### Exercise prompt
Please copy out each line of the entries in which "JSON" appears.

Stored data:
|---|
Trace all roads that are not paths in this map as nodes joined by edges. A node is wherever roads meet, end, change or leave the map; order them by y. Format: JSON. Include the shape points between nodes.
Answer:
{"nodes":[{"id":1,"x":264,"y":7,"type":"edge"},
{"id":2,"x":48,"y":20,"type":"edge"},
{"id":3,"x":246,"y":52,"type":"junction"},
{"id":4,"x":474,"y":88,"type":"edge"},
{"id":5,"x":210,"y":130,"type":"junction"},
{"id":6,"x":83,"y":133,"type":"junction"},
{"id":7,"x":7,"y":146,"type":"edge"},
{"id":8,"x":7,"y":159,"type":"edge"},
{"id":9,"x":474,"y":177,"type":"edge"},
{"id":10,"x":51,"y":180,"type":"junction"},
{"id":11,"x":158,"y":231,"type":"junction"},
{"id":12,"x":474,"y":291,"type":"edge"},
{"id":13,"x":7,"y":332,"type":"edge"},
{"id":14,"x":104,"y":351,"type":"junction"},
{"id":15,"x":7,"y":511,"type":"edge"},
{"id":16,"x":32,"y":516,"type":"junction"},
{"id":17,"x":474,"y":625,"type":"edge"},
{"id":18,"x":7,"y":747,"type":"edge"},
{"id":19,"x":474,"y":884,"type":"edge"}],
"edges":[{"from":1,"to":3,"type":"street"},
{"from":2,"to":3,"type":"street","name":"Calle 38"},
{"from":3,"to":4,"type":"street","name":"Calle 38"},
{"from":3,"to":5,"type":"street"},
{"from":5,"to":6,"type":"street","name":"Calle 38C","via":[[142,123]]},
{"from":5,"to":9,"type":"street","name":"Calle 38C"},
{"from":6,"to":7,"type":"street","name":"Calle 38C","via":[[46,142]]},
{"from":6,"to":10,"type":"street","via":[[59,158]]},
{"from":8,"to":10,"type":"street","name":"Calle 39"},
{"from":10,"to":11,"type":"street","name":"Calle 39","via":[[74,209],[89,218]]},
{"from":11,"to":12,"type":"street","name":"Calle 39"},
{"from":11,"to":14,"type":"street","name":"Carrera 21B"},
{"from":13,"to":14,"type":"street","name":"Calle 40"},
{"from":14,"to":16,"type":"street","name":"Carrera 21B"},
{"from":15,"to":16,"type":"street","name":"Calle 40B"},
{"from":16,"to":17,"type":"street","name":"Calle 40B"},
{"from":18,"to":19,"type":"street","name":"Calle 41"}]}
|---|
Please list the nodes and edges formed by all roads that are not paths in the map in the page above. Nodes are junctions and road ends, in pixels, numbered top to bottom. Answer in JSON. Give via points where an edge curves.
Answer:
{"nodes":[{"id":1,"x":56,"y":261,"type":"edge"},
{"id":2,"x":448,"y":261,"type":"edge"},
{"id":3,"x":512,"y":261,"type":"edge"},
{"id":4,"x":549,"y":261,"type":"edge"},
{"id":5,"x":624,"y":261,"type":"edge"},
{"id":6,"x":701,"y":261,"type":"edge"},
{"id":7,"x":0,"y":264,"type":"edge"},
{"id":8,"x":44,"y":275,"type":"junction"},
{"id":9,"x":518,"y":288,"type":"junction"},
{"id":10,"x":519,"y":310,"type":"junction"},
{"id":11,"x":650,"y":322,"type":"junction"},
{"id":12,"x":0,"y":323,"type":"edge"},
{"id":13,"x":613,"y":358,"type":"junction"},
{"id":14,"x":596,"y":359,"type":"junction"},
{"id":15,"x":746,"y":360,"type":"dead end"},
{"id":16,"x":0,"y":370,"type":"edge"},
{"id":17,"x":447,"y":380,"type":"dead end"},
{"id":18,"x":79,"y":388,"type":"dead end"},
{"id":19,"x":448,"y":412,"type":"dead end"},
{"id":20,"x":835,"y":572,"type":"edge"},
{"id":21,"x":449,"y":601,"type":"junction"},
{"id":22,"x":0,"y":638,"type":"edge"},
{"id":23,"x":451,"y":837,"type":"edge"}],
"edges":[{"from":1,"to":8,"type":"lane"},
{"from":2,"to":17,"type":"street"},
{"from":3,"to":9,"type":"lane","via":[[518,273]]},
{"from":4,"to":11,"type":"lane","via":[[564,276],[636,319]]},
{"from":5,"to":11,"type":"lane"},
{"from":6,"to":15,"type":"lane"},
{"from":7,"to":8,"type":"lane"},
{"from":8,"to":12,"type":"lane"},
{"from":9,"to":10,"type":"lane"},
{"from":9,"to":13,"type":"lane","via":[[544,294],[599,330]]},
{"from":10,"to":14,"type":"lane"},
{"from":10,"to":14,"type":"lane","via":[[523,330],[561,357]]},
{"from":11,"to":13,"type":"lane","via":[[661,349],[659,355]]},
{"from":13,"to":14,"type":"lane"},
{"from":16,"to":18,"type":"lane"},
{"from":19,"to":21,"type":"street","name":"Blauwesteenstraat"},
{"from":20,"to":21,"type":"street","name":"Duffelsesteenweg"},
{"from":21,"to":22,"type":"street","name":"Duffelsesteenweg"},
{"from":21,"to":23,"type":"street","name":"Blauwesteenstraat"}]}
|---|
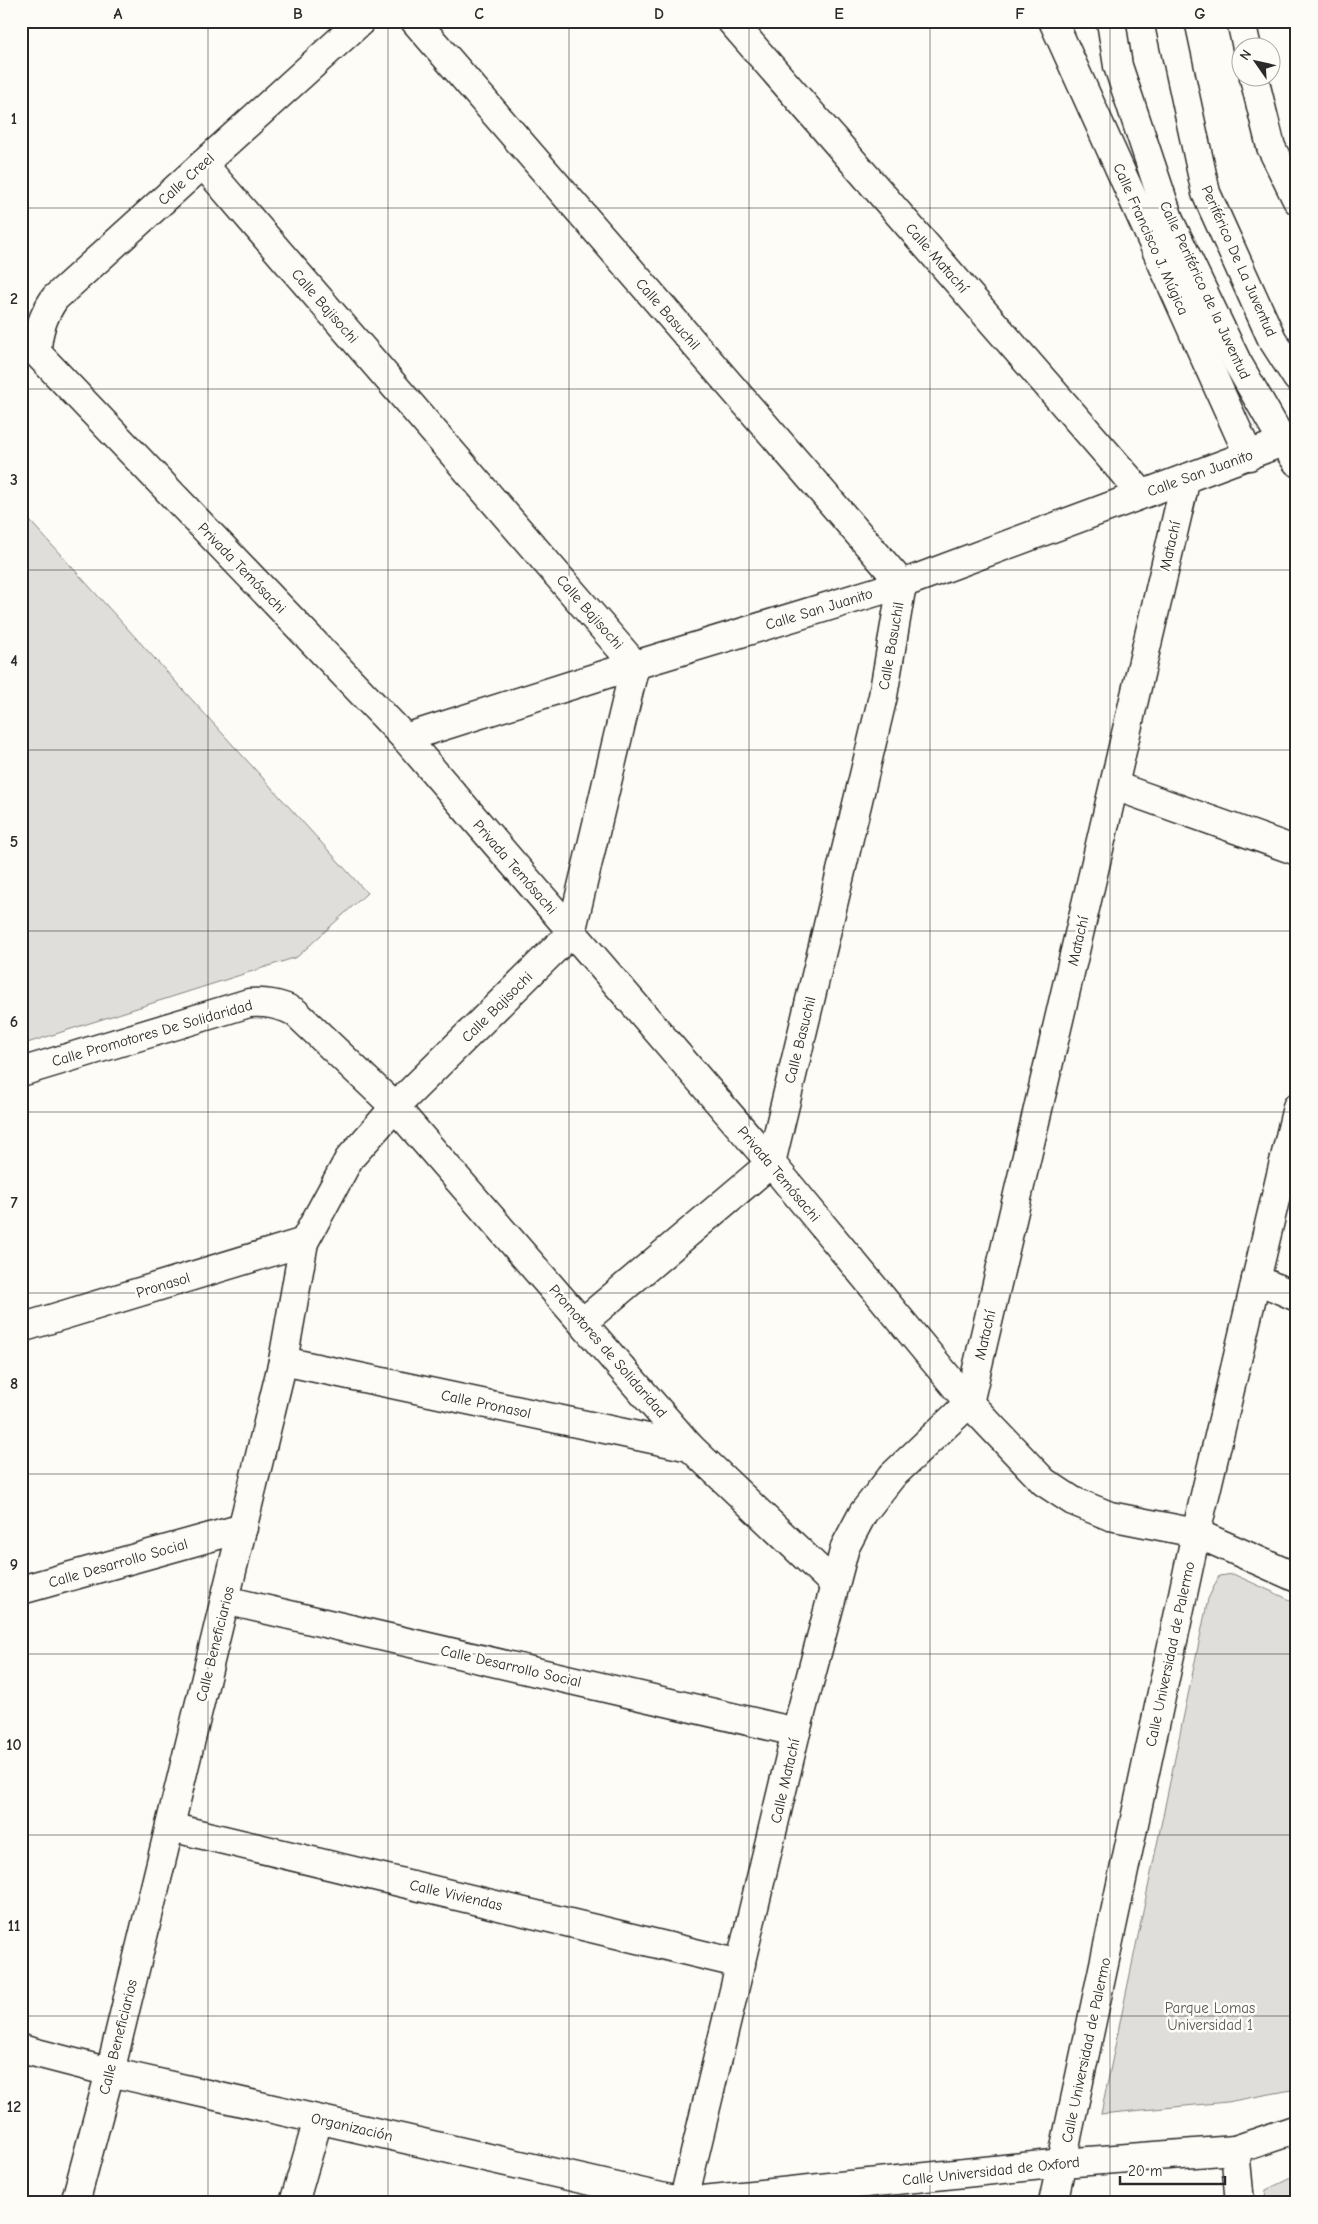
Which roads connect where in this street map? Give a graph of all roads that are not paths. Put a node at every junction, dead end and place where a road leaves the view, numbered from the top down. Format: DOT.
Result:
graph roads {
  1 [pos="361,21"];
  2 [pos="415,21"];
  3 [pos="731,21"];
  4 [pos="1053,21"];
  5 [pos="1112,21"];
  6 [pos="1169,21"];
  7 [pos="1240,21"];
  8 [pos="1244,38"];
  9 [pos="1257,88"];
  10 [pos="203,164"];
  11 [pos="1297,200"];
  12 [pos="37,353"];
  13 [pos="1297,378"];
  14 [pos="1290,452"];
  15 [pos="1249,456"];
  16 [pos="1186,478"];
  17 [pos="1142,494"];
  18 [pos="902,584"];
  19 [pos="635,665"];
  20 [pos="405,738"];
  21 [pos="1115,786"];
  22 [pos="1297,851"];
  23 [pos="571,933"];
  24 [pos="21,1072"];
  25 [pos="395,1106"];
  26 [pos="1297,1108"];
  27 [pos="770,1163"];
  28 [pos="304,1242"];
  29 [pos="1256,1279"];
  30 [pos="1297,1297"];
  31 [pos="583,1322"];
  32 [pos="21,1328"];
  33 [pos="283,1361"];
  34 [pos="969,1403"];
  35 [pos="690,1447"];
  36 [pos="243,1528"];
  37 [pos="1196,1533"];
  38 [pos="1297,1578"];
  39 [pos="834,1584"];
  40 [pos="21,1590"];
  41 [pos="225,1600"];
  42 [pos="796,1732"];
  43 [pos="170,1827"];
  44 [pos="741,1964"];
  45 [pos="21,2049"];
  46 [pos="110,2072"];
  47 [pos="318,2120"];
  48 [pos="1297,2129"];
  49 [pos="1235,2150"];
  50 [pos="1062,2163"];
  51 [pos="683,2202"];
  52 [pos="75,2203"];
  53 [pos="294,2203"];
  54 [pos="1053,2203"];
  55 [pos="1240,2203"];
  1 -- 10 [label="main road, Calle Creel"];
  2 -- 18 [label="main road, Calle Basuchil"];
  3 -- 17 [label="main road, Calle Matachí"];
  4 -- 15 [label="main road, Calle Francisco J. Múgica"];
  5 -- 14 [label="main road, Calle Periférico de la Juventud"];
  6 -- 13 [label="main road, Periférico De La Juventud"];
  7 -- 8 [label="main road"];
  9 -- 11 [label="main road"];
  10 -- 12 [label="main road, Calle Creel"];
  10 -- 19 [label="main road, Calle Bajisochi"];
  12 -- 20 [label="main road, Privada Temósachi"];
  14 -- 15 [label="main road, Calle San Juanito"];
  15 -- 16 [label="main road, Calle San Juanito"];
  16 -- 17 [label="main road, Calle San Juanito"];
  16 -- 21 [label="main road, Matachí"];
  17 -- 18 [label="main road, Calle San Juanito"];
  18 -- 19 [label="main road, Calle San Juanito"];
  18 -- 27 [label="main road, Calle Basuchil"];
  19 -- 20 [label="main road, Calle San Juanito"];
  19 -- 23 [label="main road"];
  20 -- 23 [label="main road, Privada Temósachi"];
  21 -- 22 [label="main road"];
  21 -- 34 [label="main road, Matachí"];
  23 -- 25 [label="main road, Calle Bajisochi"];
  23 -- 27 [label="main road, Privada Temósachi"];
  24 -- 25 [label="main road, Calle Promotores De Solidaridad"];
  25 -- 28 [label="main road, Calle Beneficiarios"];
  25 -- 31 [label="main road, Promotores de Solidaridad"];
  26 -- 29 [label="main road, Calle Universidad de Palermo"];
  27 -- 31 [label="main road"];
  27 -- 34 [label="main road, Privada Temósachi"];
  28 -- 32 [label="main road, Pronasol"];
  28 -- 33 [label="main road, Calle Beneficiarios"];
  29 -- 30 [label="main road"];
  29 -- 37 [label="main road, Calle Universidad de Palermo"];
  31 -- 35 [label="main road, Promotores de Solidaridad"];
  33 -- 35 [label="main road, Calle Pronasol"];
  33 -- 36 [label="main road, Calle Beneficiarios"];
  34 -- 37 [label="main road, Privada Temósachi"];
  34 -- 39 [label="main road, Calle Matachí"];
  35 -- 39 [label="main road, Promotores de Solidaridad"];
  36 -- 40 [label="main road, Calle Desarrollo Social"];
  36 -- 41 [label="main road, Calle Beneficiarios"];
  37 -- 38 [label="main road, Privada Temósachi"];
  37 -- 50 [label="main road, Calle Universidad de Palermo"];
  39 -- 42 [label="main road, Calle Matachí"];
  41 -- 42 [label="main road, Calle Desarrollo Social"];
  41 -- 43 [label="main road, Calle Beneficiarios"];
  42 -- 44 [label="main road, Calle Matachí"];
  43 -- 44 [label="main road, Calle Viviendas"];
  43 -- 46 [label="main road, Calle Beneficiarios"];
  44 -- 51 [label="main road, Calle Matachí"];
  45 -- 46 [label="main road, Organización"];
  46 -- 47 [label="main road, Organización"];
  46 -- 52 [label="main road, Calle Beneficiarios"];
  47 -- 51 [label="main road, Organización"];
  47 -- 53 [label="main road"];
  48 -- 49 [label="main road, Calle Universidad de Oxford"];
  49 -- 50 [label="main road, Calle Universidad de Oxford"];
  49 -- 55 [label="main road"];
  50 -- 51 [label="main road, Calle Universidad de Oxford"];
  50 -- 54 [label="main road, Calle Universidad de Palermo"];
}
|---|
### Answer space
Trace all roads that are not paths in this map as nodes joined by edges. A node is wherever roads meet, end, change or leave the map; order them by y. Format: JSON. Include the shape points between nodes.
Please list the nodes and edges formed by all roads that are not paths in the map in the page above. Nodes are junctions and road ends, in pixels, numbered top to bottom. Answer in JSON. Give via points where an edge curves.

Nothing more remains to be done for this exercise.